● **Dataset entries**
◇ ◇ ◇
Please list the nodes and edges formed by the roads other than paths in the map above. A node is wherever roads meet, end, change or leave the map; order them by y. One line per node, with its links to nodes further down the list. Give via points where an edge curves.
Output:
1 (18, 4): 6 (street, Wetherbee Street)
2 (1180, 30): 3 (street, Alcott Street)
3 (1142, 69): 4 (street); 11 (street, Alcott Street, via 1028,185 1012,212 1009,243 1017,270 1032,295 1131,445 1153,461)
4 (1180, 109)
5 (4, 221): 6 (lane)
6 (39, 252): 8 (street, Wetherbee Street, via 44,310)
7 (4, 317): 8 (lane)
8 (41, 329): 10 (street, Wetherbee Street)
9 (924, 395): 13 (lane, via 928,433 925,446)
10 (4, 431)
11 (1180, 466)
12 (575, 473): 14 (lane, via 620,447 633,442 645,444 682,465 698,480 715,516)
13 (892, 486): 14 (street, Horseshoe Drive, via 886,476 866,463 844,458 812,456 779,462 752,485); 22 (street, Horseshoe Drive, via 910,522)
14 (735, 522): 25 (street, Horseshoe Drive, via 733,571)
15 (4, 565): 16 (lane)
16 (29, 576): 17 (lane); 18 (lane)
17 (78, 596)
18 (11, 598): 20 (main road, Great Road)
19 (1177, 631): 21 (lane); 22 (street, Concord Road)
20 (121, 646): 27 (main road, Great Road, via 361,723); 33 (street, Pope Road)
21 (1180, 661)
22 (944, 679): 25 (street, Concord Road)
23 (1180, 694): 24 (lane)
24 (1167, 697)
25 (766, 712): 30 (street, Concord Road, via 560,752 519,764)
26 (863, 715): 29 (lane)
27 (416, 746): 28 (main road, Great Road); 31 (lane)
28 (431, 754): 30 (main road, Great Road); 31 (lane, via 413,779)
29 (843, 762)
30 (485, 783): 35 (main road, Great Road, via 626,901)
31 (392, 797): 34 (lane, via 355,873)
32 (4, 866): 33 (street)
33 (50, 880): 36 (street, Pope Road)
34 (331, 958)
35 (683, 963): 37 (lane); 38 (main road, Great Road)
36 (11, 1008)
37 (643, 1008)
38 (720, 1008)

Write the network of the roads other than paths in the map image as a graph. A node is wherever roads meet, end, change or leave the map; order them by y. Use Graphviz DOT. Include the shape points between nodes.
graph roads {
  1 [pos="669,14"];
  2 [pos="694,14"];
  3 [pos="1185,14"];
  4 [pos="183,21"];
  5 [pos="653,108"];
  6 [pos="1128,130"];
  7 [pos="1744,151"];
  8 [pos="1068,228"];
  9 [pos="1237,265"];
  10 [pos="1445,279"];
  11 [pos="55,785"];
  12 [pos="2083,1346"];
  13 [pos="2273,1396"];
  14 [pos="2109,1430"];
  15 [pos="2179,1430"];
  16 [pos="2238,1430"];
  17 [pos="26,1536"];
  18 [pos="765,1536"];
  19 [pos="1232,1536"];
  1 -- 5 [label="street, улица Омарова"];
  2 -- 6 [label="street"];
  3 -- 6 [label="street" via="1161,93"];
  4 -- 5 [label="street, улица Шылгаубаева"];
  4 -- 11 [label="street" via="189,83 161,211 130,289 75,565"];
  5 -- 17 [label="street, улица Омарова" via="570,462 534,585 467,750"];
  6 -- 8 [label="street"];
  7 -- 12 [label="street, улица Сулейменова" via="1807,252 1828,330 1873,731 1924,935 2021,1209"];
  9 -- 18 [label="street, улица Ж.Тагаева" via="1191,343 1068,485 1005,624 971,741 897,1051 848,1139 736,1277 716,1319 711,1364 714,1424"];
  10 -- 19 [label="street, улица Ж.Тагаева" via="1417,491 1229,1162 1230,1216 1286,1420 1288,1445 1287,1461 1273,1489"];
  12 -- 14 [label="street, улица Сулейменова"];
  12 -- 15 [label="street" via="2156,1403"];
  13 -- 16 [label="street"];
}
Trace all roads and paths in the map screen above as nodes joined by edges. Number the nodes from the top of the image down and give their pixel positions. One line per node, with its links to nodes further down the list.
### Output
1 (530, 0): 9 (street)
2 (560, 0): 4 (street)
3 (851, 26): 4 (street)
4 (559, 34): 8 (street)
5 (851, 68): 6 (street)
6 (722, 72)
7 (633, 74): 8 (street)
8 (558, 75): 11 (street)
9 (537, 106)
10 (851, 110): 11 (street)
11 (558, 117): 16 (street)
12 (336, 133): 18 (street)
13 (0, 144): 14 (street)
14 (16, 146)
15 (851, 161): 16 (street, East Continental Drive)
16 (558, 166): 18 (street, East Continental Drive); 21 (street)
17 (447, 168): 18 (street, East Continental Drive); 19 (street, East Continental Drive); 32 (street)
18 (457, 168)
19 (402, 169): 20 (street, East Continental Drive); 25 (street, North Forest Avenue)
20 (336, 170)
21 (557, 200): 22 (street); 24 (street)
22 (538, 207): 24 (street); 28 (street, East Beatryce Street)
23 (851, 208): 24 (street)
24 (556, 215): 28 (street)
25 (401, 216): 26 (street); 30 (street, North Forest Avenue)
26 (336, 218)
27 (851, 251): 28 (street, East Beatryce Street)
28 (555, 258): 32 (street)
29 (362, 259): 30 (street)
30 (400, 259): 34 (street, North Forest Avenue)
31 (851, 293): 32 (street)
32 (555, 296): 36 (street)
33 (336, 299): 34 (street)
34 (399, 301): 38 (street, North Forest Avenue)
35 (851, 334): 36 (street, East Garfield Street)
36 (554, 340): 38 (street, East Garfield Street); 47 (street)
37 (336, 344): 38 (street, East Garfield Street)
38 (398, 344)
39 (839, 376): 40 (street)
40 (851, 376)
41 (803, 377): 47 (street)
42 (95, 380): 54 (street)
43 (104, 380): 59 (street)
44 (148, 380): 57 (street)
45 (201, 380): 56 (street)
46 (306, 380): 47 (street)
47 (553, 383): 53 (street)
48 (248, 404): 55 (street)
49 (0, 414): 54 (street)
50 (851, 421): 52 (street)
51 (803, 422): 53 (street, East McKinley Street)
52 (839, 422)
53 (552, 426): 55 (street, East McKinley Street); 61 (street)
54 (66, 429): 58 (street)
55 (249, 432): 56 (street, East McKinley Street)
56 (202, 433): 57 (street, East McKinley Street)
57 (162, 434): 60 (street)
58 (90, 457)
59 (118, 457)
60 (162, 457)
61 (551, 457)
◇ ◇ ◇
● **ABOUT THIS EXERCISE**
Repeat the entries exactly, leaving nothing out.

● **TASK RESULT**
Please list the nodes and edges formed by the roads other than paths in the map above. A node is wherever roads meet, end, change or leave the map; order them by y. One line per node, with its links to nodes further down the list. Give via points where an edge curves.
Output:
1 (18, 4): 6 (street, Wetherbee Street)
2 (1180, 30): 3 (street, Alcott Street)
3 (1142, 69): 4 (street); 11 (street, Alcott Street, via 1028,185 1012,212 1009,243 1017,270 1032,295 1131,445 1153,461)
4 (1180, 109)
5 (4, 221): 6 (lane)
6 (39, 252): 8 (street, Wetherbee Street, via 44,310)
7 (4, 317): 8 (lane)
8 (41, 329): 10 (street, Wetherbee Street)
9 (924, 395): 13 (lane, via 928,433 925,446)
10 (4, 431)
11 (1180, 466)
12 (575, 473): 14 (lane, via 620,447 633,442 645,444 682,465 698,480 715,516)
13 (892, 486): 14 (street, Horseshoe Drive, via 886,476 866,463 844,458 812,456 779,462 752,485); 22 (street, Horseshoe Drive, via 910,522)
14 (735, 522): 25 (street, Horseshoe Drive, via 733,571)
15 (4, 565): 16 (lane)
16 (29, 576): 17 (lane); 18 (lane)
17 (78, 596)
18 (11, 598): 20 (main road, Great Road)
19 (1177, 631): 21 (lane); 22 (street, Concord Road)
20 (121, 646): 27 (main road, Great Road, via 361,723); 33 (street, Pope Road)
21 (1180, 661)
22 (944, 679): 25 (street, Concord Road)
23 (1180, 694): 24 (lane)
24 (1167, 697)
25 (766, 712): 30 (street, Concord Road, via 560,752 519,764)
26 (863, 715): 29 (lane)
27 (416, 746): 28 (main road, Great Road); 31 (lane)
28 (431, 754): 30 (main road, Great Road); 31 (lane, via 413,779)
29 (843, 762)
30 (485, 783): 35 (main road, Great Road, via 626,901)
31 (392, 797): 34 (lane, via 355,873)
32 (4, 866): 33 (street)
33 (50, 880): 36 (street, Pope Road)
34 (331, 958)
35 (683, 963): 37 (lane); 38 (main road, Great Road)
36 (11, 1008)
37 (643, 1008)
38 (720, 1008)

Write the network of the roads other than paths in the map image as a graph. A node is wherever roads meet, end, change or leave the map; order them by y. Use Graphviz DOT. Include the shape points between nodes.
graph roads {
  1 [pos="669,14"];
  2 [pos="694,14"];
  3 [pos="1185,14"];
  4 [pos="183,21"];
  5 [pos="653,108"];
  6 [pos="1128,130"];
  7 [pos="1744,151"];
  8 [pos="1068,228"];
  9 [pos="1237,265"];
  10 [pos="1445,279"];
  11 [pos="55,785"];
  12 [pos="2083,1346"];
  13 [pos="2273,1396"];
  14 [pos="2109,1430"];
  15 [pos="2179,1430"];
  16 [pos="2238,1430"];
  17 [pos="26,1536"];
  18 [pos="765,1536"];
  19 [pos="1232,1536"];
  1 -- 5 [label="street, улица Омарова"];
  2 -- 6 [label="street"];
  3 -- 6 [label="street" via="1161,93"];
  4 -- 5 [label="street, улица Шылгаубаева"];
  4 -- 11 [label="street" via="189,83 161,211 130,289 75,565"];
  5 -- 17 [label="street, улица Омарова" via="570,462 534,585 467,750"];
  6 -- 8 [label="street"];
  7 -- 12 [label="street, улица Сулейменова" via="1807,252 1828,330 1873,731 1924,935 2021,1209"];
  9 -- 18 [label="street, улица Ж.Тагаева" via="1191,343 1068,485 1005,624 971,741 897,1051 848,1139 736,1277 716,1319 711,1364 714,1424"];
  10 -- 19 [label="street, улица Ж.Тагаева" via="1417,491 1229,1162 1230,1216 1286,1420 1288,1445 1287,1461 1273,1489"];
  12 -- 14 [label="street, улица Сулейменова"];
  12 -- 15 [label="street" via="2156,1403"];
  13 -- 16 [label="street"];
}
Trace all roads and paths in the map screen above as nodes joined by edges. Number the nodes from the top of the image down and give their pixel positions. One line per node, with its links to nodes further down the list.
### Output
1 (530, 0): 9 (street)
2 (560, 0): 4 (street)
3 (851, 26): 4 (street)
4 (559, 34): 8 (street)
5 (851, 68): 6 (street)
6 (722, 72)
7 (633, 74): 8 (street)
8 (558, 75): 11 (street)
9 (537, 106)
10 (851, 110): 11 (street)
11 (558, 117): 16 (street)
12 (336, 133): 18 (street)
13 (0, 144): 14 (street)
14 (16, 146)
15 (851, 161): 16 (street, East Continental Drive)
16 (558, 166): 18 (street, East Continental Drive); 21 (street)
17 (447, 168): 18 (street, East Continental Drive); 19 (street, East Continental Drive); 32 (street)
18 (457, 168)
19 (402, 169): 20 (street, East Continental Drive); 25 (street, North Forest Avenue)
20 (336, 170)
21 (557, 200): 22 (street); 24 (street)
22 (538, 207): 24 (street); 28 (street, East Beatryce Street)
23 (851, 208): 24 (street)
24 (556, 215): 28 (street)
25 (401, 216): 26 (street); 30 (street, North Forest Avenue)
26 (336, 218)
27 (851, 251): 28 (street, East Beatryce Street)
28 (555, 258): 32 (street)
29 (362, 259): 30 (street)
30 (400, 259): 34 (street, North Forest Avenue)
31 (851, 293): 32 (street)
32 (555, 296): 36 (street)
33 (336, 299): 34 (street)
34 (399, 301): 38 (street, North Forest Avenue)
35 (851, 334): 36 (street, East Garfield Street)
36 (554, 340): 38 (street, East Garfield Street); 47 (street)
37 (336, 344): 38 (street, East Garfield Street)
38 (398, 344)
39 (839, 376): 40 (street)
40 (851, 376)
41 (803, 377): 47 (street)
42 (95, 380): 54 (street)
43 (104, 380): 59 (street)
44 (148, 380): 57 (street)
45 (201, 380): 56 (street)
46 (306, 380): 47 (street)
47 (553, 383): 53 (street)
48 (248, 404): 55 (street)
49 (0, 414): 54 (street)
50 (851, 421): 52 (street)
51 (803, 422): 53 (street, East McKinley Street)
52 (839, 422)
53 (552, 426): 55 (street, East McKinley Street); 61 (street)
54 (66, 429): 58 (street)
55 (249, 432): 56 (street, East McKinley Street)
56 (202, 433): 57 (street, East McKinley Street)
57 (162, 434): 60 (street)
58 (90, 457)
59 (118, 457)
60 (162, 457)
61 (551, 457)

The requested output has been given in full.